• WHAT TO DO: Across the whole listing, filter for the string "service" and copy every line that has it.

• RECORDS FOR THIS TASK:

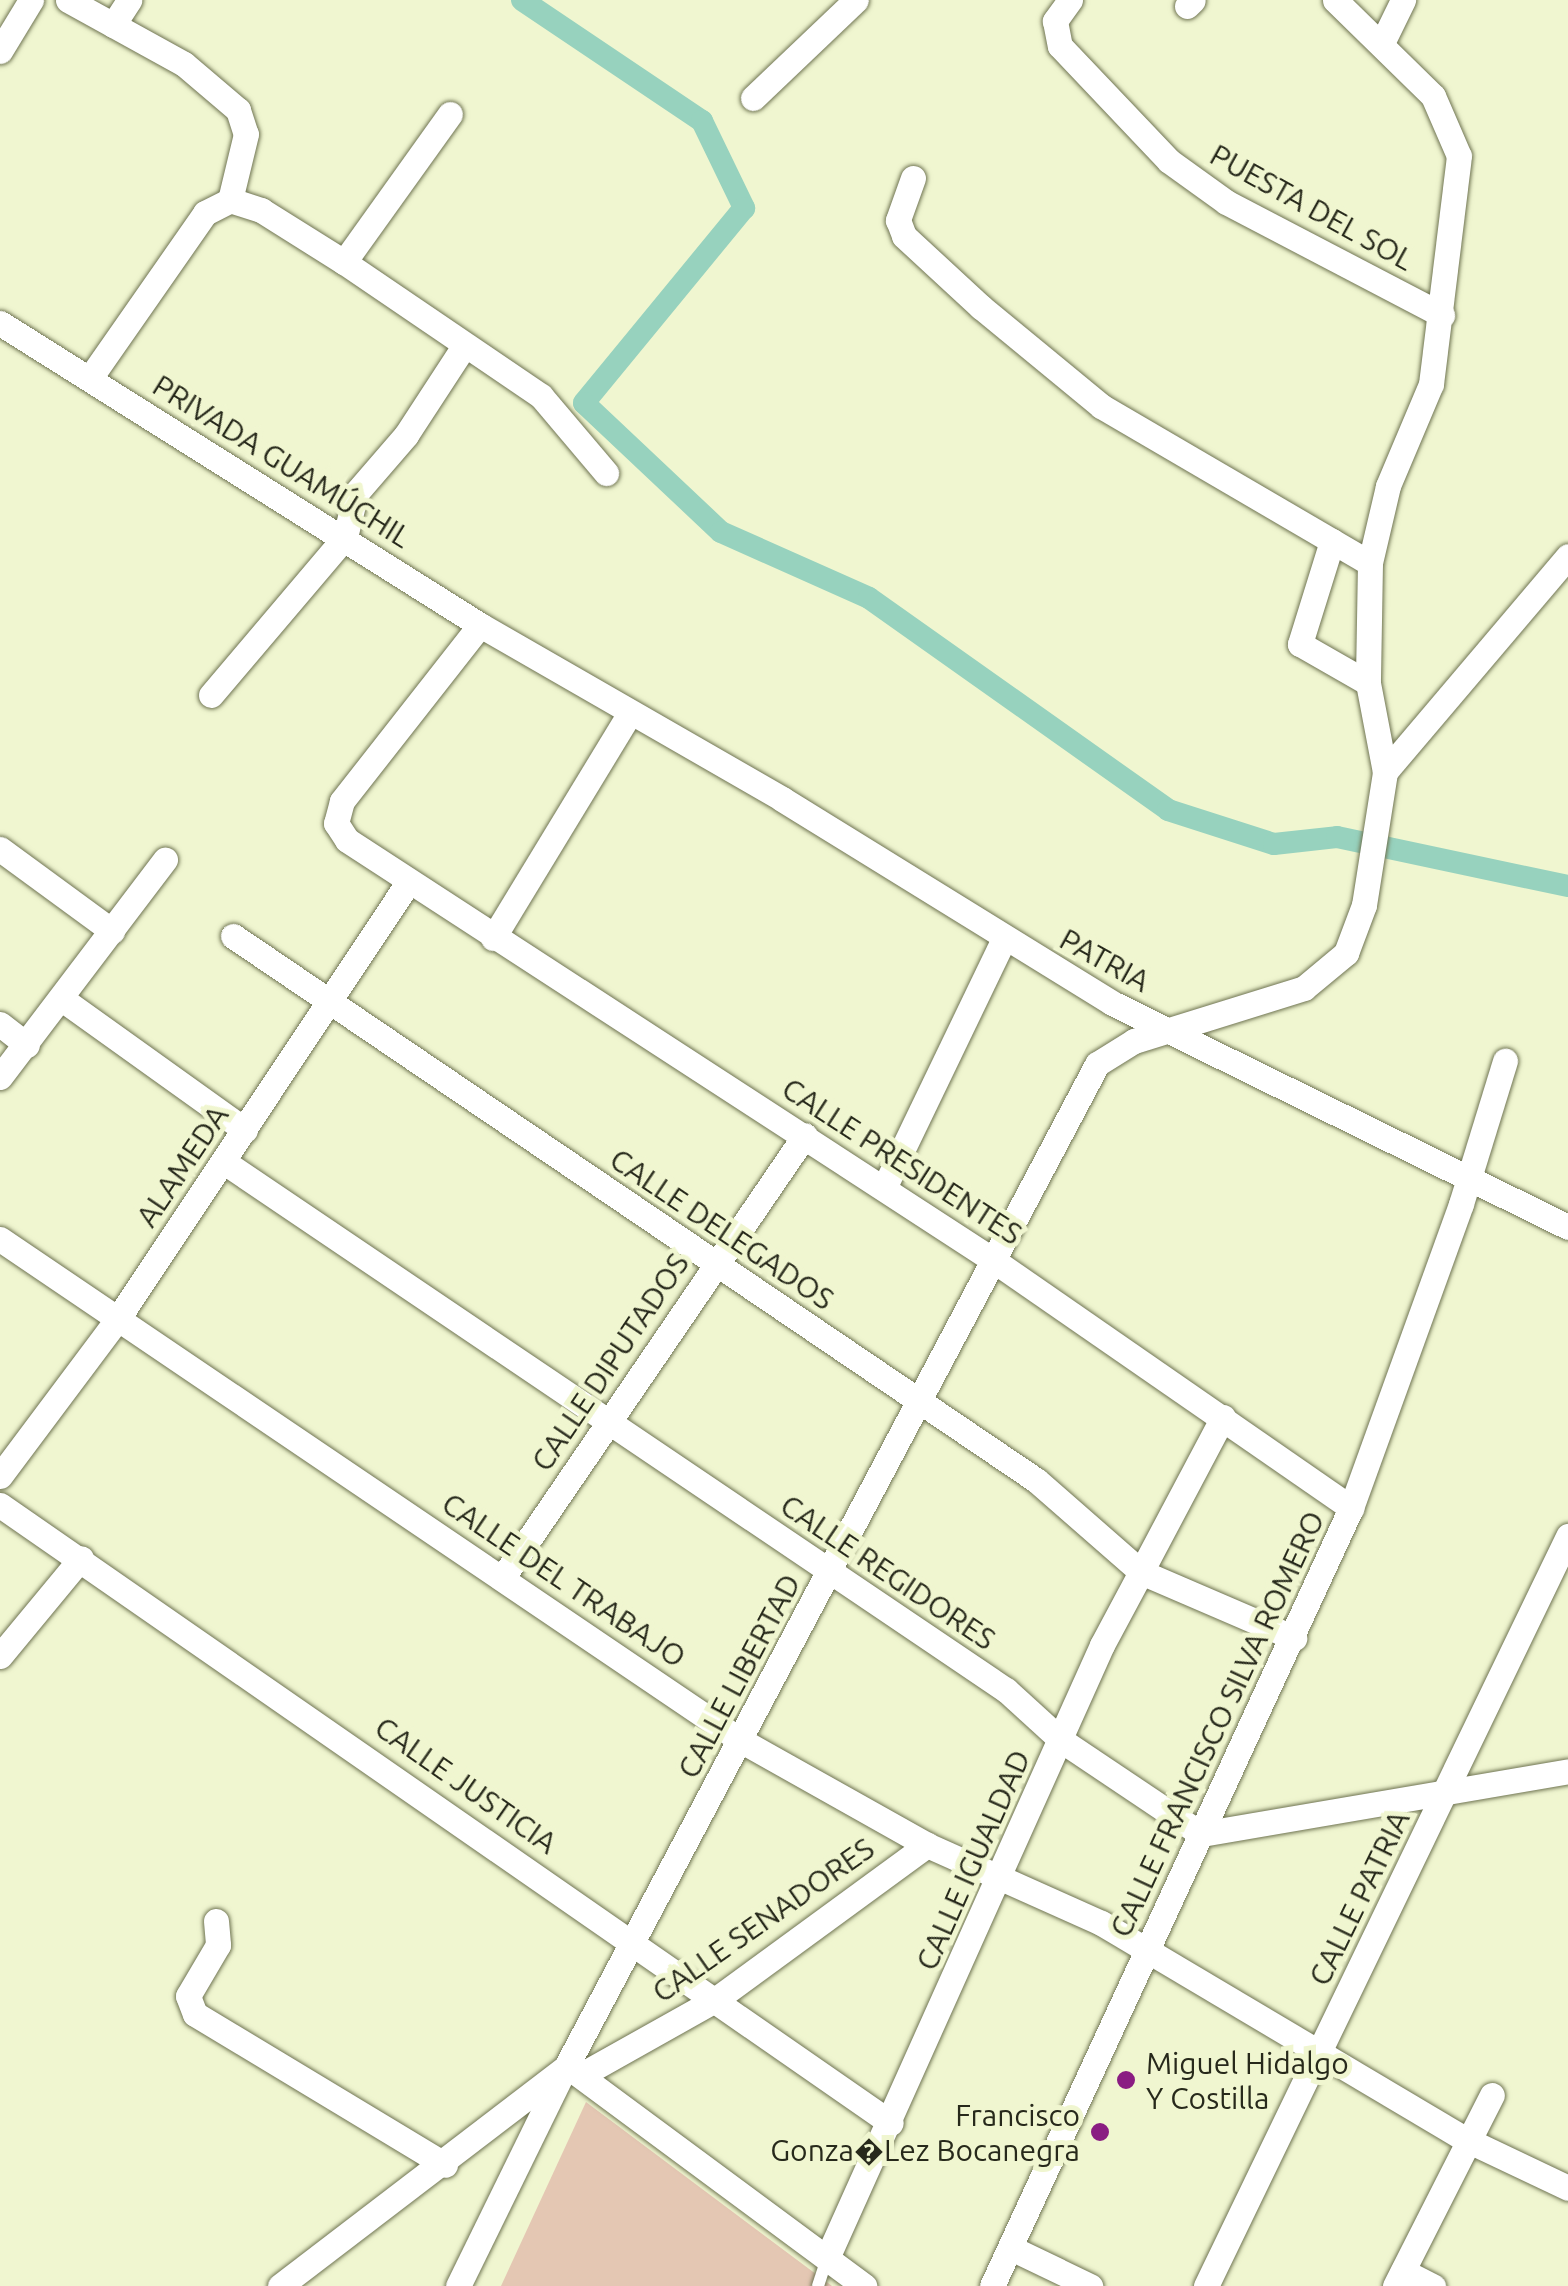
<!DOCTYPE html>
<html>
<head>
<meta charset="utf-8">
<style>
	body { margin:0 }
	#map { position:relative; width:1568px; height:2286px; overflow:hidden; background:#f0f6d0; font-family:Ubuntu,sans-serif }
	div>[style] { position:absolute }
	.green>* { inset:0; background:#e4c7b3 }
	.canal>* { height:22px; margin:-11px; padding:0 11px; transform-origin:11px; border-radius:11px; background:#97d2be }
	.roads { filter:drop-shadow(0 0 2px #6f7452) drop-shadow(0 0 2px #6f7452) }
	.service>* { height:12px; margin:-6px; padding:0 6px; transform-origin:6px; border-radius:6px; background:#fff }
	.minor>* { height:25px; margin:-12.5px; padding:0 12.5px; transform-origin:12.5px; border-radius:12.5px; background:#fff }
	.dots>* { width:28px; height:28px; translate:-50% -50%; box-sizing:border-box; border:5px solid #f0f6d0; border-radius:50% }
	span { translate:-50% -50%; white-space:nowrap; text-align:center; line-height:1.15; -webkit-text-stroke:10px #f0f6d0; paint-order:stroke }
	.street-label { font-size:30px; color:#27291b }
	.poi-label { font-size:30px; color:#27291b }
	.left { translate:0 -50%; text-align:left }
	.right { translate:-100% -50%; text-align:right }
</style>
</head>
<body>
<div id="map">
	<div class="green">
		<div style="clip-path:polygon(586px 2102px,832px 2286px,501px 2286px)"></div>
	</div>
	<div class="canal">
		<div style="left:522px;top:0;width:217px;rotate:33.9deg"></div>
		<div style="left:702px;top:121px;width:97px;rotate:64.2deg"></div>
		<div style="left:744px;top:208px;width:252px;rotate:129.4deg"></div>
		<div style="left:584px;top:403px;width:188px;rotate:43.3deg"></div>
		<div style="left:721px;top:532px;width:162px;rotate:24deg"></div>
		<div style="left:869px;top:598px;width:367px;rotate:35.3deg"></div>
		<div style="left:1168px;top:810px;width:111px;rotate:17.8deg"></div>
		<div style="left:1274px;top:844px;width:63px;rotate:-6.3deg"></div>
		<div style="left:1337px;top:837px;width:236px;rotate:12deg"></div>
	</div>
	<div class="roads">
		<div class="service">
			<div style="left:818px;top:2286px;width:29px;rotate:-72deg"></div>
		</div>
		<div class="minor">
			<div style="left:68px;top:0;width:132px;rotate:28.9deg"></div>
			<div style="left:184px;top:64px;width:71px;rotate:40.4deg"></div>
			<div style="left:238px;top:110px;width:25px;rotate:72deg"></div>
			<div style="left:246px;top:134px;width:68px;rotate:103.6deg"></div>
			<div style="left:1070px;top:0;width:26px;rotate:126deg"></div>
			<div style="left:1055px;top:21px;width:25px;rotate:79deg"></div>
			<div style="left:1060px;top:46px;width:158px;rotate:46.5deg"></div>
			<div style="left:1169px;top:161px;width:70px;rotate:35.7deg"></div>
			<div style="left:1226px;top:202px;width:244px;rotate:27.6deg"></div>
			<div style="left:1335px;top:0;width:137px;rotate:44.4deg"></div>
			<div style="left:1433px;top:96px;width:65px;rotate:66.6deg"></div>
			<div style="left:1459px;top:156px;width:230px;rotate:97deg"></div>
			<div style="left:1431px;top:384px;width:111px;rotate:112.9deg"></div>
			<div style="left:1388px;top:486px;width:79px;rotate:103.2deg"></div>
			<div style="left:1370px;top:563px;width:120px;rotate:91deg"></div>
			<div style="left:1368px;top:683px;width:91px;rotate:79.2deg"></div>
			<div style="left:1187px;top:6px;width:8px;rotate:-45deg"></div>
			<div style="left:113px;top:25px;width:30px;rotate:-57deg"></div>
			<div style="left:1383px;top:41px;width:46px;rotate:-64deg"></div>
			<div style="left:0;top:51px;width:60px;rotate:-58.7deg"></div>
			<div style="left:753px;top:98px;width:142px;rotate:-43.6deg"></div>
			<div style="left:913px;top:178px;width:45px;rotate:109.7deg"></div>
			<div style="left:898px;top:220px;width:17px;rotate:69deg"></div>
			<div style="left:904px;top:236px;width:105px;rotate:42.7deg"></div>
			<div style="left:981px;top:307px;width:156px;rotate:39.5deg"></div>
			<div style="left:1101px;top:406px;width:311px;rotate:30.3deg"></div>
			<div style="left:344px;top:262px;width:182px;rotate:-54.4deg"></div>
			<div style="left:0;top:323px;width:567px;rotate:32.18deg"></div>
			<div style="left:480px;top:625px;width:224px;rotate:128.1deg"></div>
			<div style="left:342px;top:801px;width:23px;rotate:105deg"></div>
			<div style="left:336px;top:823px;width:20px;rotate:57deg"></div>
			<div style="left:347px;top:840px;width:771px;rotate:33.03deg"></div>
			<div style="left:993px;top:1260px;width:436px;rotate:34.7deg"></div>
			<div style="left:90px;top:378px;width:201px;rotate:-55.1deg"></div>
			<div style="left:205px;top:213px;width:28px;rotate:-27deg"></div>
			<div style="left:230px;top:200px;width:33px;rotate:18deg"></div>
			<div style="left:261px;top:210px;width:98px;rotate:32.1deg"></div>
			<div style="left:344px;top:262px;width:238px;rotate:34.2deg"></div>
			<div style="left:541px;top:396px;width:101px;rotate:49.8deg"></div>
			<div style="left:1332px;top:541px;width:108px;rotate:107.3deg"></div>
			<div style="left:1300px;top:644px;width:78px;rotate:29.8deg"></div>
			<div style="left:480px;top:625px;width:349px;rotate:29.9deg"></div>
			<div style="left:782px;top:799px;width:388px;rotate:31.7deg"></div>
			<div style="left:1112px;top:1003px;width:508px;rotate:26.16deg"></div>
			<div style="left:211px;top:695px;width:207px;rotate:-49.7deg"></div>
			<div style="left:345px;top:537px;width:45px;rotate:-76deg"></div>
			<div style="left:356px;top:493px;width:77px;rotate:-49.2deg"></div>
			<div style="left:406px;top:435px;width:106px;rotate:-56.9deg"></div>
			<div style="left:0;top:849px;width:139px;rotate:36.2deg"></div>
			<div style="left:233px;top:936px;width:970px;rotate:34.12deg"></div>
			<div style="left:1036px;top:1480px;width:140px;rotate:41.2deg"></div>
			<div style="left:1141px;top:1572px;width:83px;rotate:118.1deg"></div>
			<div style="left:1102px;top:1645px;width:672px;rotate:114.16deg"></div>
			<div style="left:493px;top:938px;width:260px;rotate:-58.7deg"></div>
			<div style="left:62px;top:999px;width:225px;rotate:35.6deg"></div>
			<div style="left:0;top:1024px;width:34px;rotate:38deg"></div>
			<div style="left:0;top:1077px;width:273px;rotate:-52.8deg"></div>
			<div style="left:224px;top:1162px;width:944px;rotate:34.03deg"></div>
			<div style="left:1006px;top:1690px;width:74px;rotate:42.3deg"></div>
			<div style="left:1061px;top:1740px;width:169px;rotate:33.9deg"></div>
			<div style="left:1201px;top:1834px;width:372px;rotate:-9.7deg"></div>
			<div style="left:884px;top:1188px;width:276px;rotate:-64.3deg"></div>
			<div style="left:0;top:1239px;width:894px;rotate:34.1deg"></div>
			<div style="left:740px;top:1740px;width:214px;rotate:29.3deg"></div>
			<div style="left:927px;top:1845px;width:191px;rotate:24.1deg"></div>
			<div style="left:1101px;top:1923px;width:423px;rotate:30.7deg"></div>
			<div style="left:1465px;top:2139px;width:114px;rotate:25.4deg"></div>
			<div style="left:1223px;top:1417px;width:175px;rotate:117.9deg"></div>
			<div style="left:1141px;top:1572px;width:167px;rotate:23.3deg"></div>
			<div style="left:0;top:1476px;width:199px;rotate:-53.2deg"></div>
			<div style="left:119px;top:1317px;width:520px;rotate:-56.37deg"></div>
			<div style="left:0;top:1505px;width:1084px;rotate:34.75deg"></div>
			<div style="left:503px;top:1577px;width:535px;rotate:-55.66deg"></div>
			<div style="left:0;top:1656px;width:127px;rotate:-50.4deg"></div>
			<div style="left:216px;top:1921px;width:24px;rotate:85deg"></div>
			<div style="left:218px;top:1945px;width:59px;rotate:120.5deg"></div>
			<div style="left:188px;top:1996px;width:19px;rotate:69deg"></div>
			<div style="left:195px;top:2014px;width:292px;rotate:31.1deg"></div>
			<div style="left:571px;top:2069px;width:365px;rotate:36.5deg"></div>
			<div style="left:583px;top:2074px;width:151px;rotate:-29.3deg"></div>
			<div style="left:715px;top:2000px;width:263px;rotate:-36.2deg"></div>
			<div style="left:1011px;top:2248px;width:88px;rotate:25.7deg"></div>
			<div style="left:1403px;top:2271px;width:34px;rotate:27deg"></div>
			<div style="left:280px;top:2286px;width:360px;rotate:-37.4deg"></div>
			<div style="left:566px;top:2067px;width:1135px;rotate:-62.1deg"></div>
			<div style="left:1097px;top:1064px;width:44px;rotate:-31.9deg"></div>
			<div style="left:1134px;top:1041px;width:178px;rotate:-17.3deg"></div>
			<div style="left:1304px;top:988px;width:55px;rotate:-39.8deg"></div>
			<div style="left:1346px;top:953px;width:51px;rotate:-69.4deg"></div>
			<div style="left:1364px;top:905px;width:135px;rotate:-81deg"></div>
			<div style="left:1385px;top:772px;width:283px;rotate:-49.7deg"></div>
			<div style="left:458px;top:2286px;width:234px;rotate:-63.9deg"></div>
			<div style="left:992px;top:2286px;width:857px;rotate:-65.23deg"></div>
			<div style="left:1351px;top:1508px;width:323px;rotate:-70.1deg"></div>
			<div style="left:1461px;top:1204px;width:150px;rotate:-72.9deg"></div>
			<div style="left:1206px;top:2286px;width:833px;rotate:-64.23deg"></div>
			<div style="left:1395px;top:2286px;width:214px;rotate:-63.1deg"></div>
		</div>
	</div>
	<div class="dots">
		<div style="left:1126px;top:2080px;background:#8a1d82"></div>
		<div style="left:1100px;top:2132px;background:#8a1d82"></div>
	</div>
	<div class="street-label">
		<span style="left:1312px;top:207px;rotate:29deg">PUESTA DEL SOL</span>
		<span style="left:282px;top:461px;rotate:32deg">PRIVADA GUAMÚCHIL</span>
		<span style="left:1105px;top:960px;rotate:29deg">PATRIA</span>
		<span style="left:902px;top:1161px;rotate:33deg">CALLE PRESIDENTES</span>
		<span style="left:182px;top:1166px;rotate:-56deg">ALAMEDA</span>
		<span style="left:722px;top:1229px;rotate:34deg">CALLE DELEGADOS</span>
		<span style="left:610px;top:1362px;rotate:-56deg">CALLE DIPUTADOS</span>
		<span style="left:888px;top:1572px;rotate:34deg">CALLE REGIDORES</span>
		<span style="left:564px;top:1580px;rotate:34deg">CALLE DEL TRABAJO</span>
		<span style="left:739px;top:1676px;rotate:-62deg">CALLE LIBERTAD</span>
		<span style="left:1217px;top:1724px;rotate:-65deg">CALLE FRANCISCO SILVA ROMERO</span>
		<span style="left:466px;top:1785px;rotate:35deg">CALLE JUSTICIA</span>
		<span style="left:973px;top:1860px;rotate:-66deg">CALLE IGUALDAD</span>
		<span style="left:1359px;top:1898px;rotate:-64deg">CALLE PATRIA</span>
		<span style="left:763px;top:1920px;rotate:-35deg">CALLE SENADORES</span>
	</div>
	<div class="poi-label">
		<span class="left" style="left:1146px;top:2080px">Miguel Hidalgo<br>Y Costilla</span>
		<span class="right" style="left:1080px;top:2132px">Francisco<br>Gonza�Lez Bocanegra</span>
	</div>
</div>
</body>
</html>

• ANSWER BOX:
	.service>* { height:12px; margin:-6px; padding:0 6px; transform-origin:6px; border-radius:6px; background:#fff }
		<div class="service">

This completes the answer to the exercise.